Genetic targeting: the serotonin N-acetyltransferase promoter imparts circadian expression selectively in the pineal gland and retina of transgenic rats.

The arylalkylamine N-acetyltransferase (AA-NAT) gene is strongly expressed in the rat primarily in the pineal gland; low levels of expression are also found in the retina. AA-NAT catalyzes the key regulatory step controlling rhythmic melatonin output: the acetylation of serotonin. In the rat, the AA-NAT gene is expressed at night. This is controlled partly by cyclic AMP (cAMP) acting through a composite cAMP-responsive element-CCAAT site located upstream of the transcription start point. In the present study, we have extended our previous in vitro findings and found that additional elements in the 5' flanking region and first intron play an important role in the regulation of the AA-NAT gene.

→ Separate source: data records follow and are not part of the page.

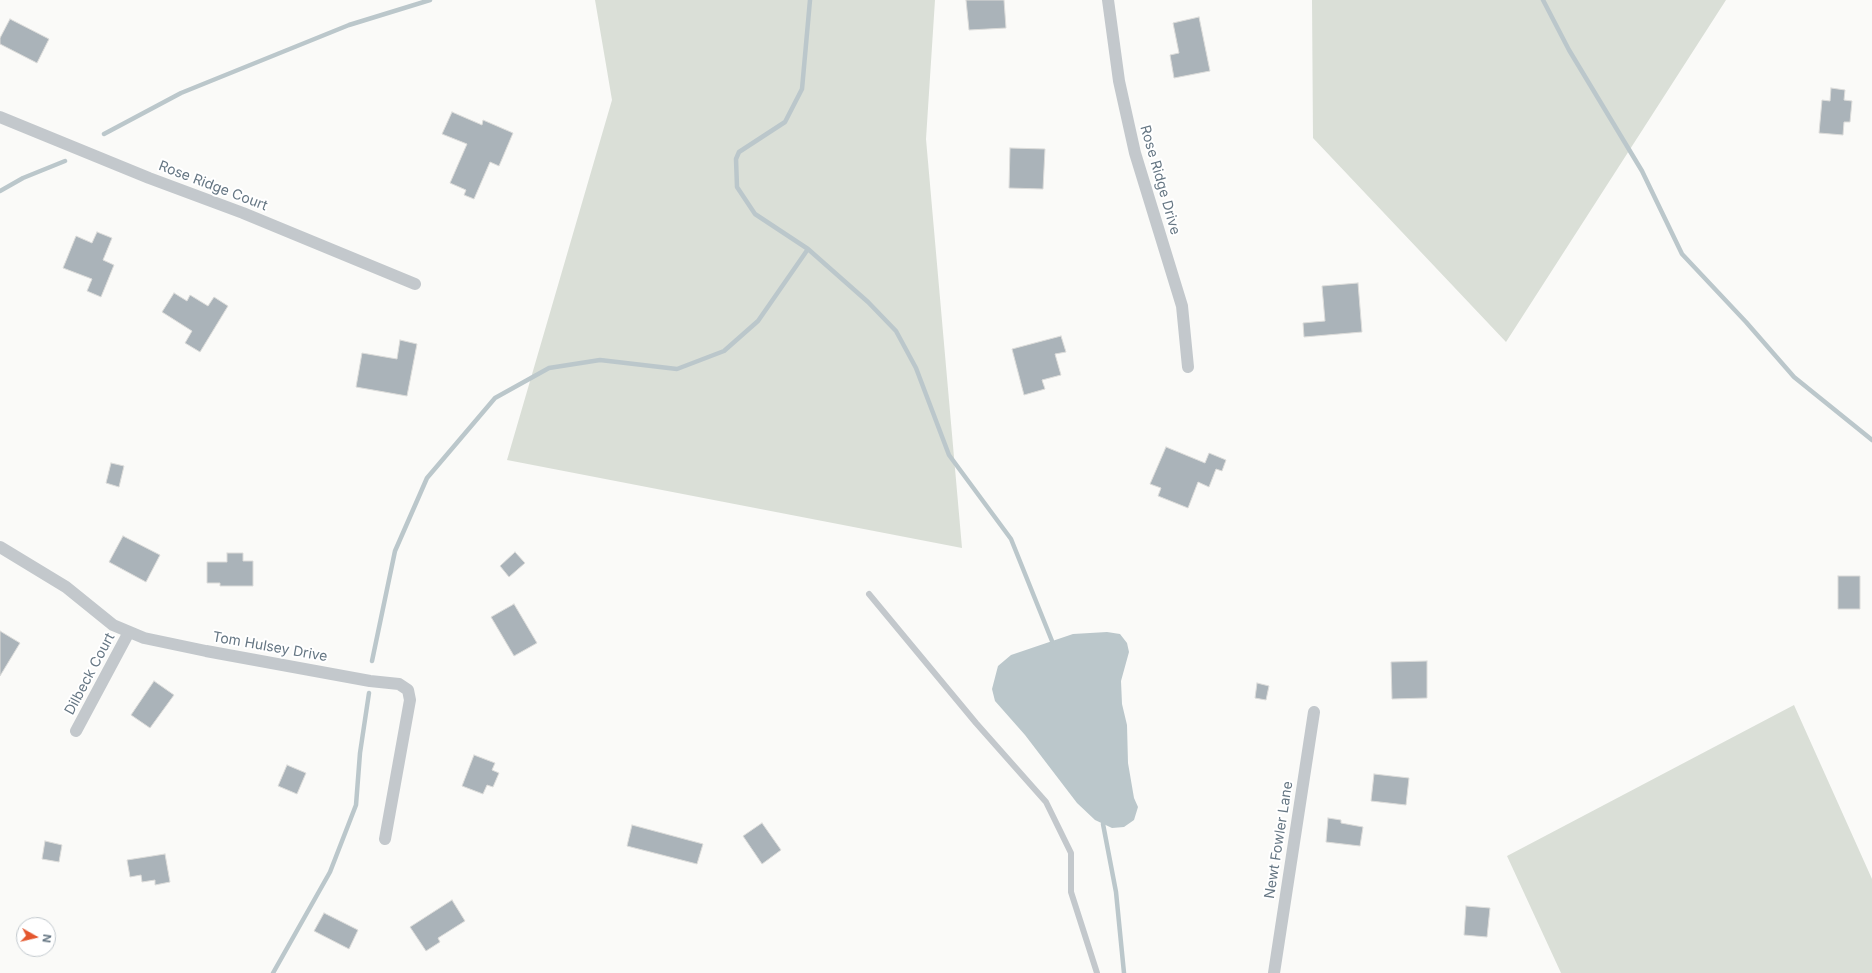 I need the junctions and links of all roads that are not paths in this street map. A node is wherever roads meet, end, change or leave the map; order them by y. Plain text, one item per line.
1 (1108, 0) edge
2 (0, 117) edge
3 (415, 284) dead end
4 (1188, 367) dead end
5 (0, 547) edge
6 (868, 594) dead end
7 (129, 632) junction
8 (1314, 712) dead end
9 (76, 731) dead end
10 (385, 839) dead end
11 (1097, 973) edge
12 (1274, 973) edge

1 - 4 street, Rose Ridge Drive
2 - 3 street, Rose Ridge Court
5 - 7 street, Tom Hulsey Drive
6 - 11 lane
7 - 9 street, Dilbeck Court
7 - 10 street, Tom Hulsey Drive
8 - 12 street, Newt Fowler Lane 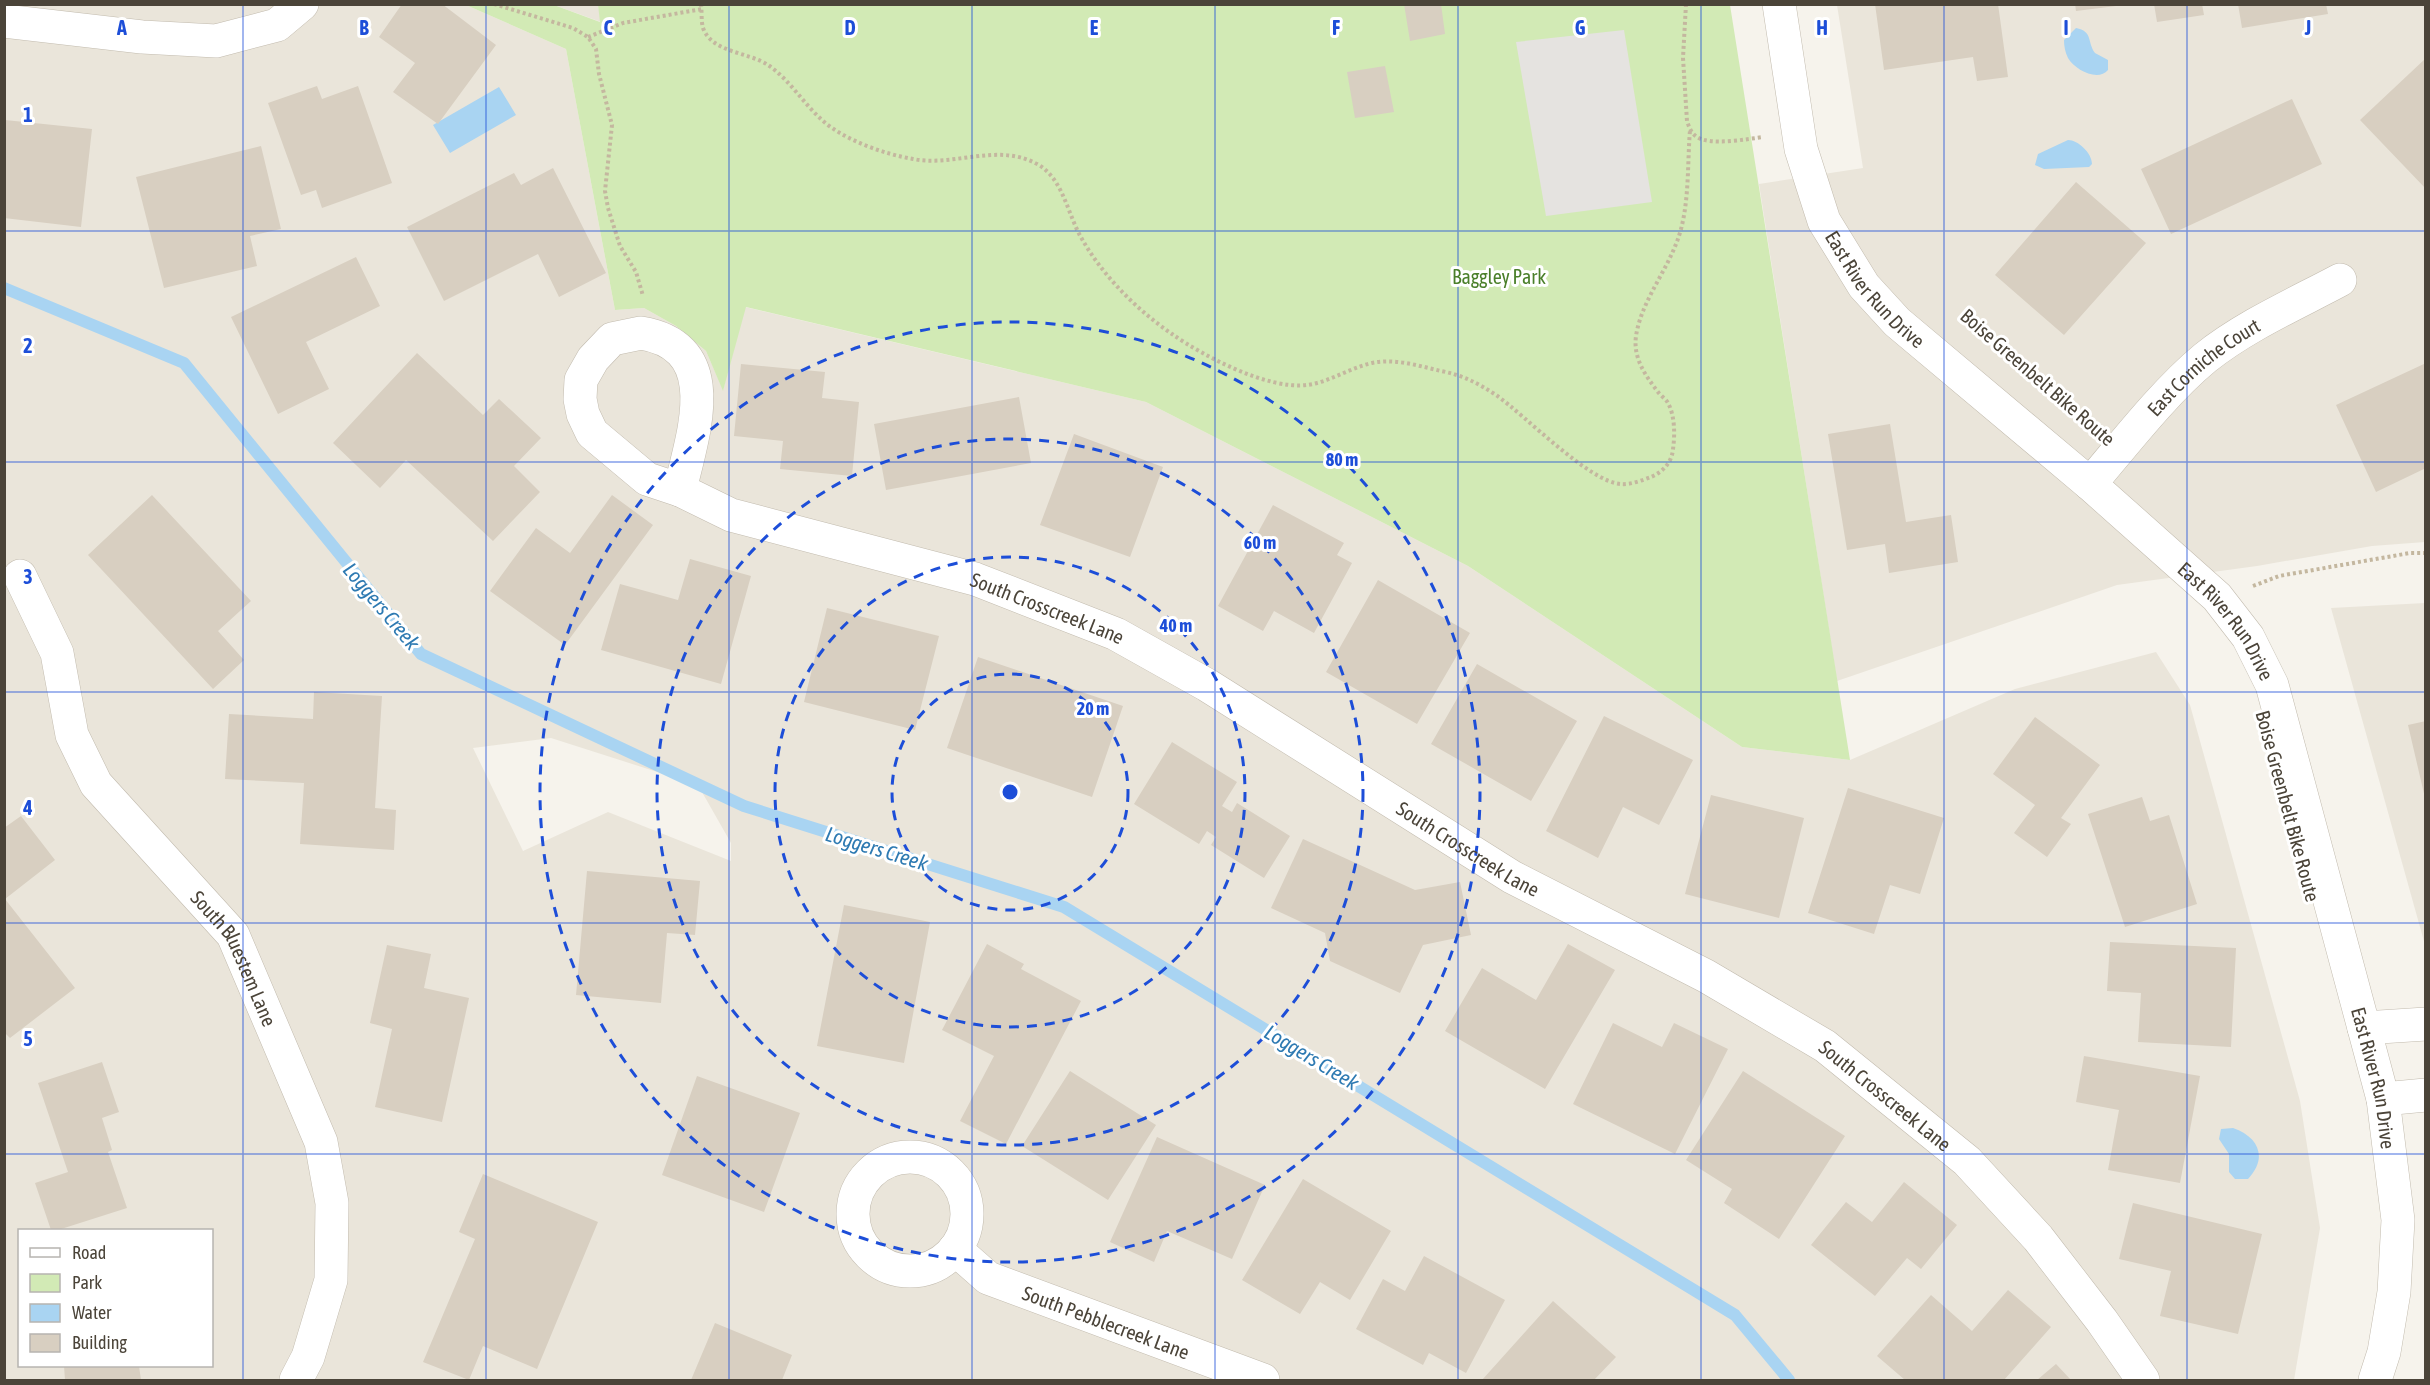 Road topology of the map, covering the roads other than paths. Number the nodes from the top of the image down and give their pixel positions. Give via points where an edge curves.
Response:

This led us to test the influence of an AA-NAT 5' flanking segment on the expression of the bacterial chloramphenicol acetyltransferase gene in a rat transgenic model. The results of this study clearly demonstrate that the segment of the AA-NAT gene that encompasses the minimal promoter and the first intron is able to confer the highly specific pineal/retinal and time-of-day patterns of AA-NAT gene expression. This advance also provides a tool that selectively targets genetic expression to pinealocytes and retinal photoreceptors, providing new experimental opportunities to probe gene expression in these tissues.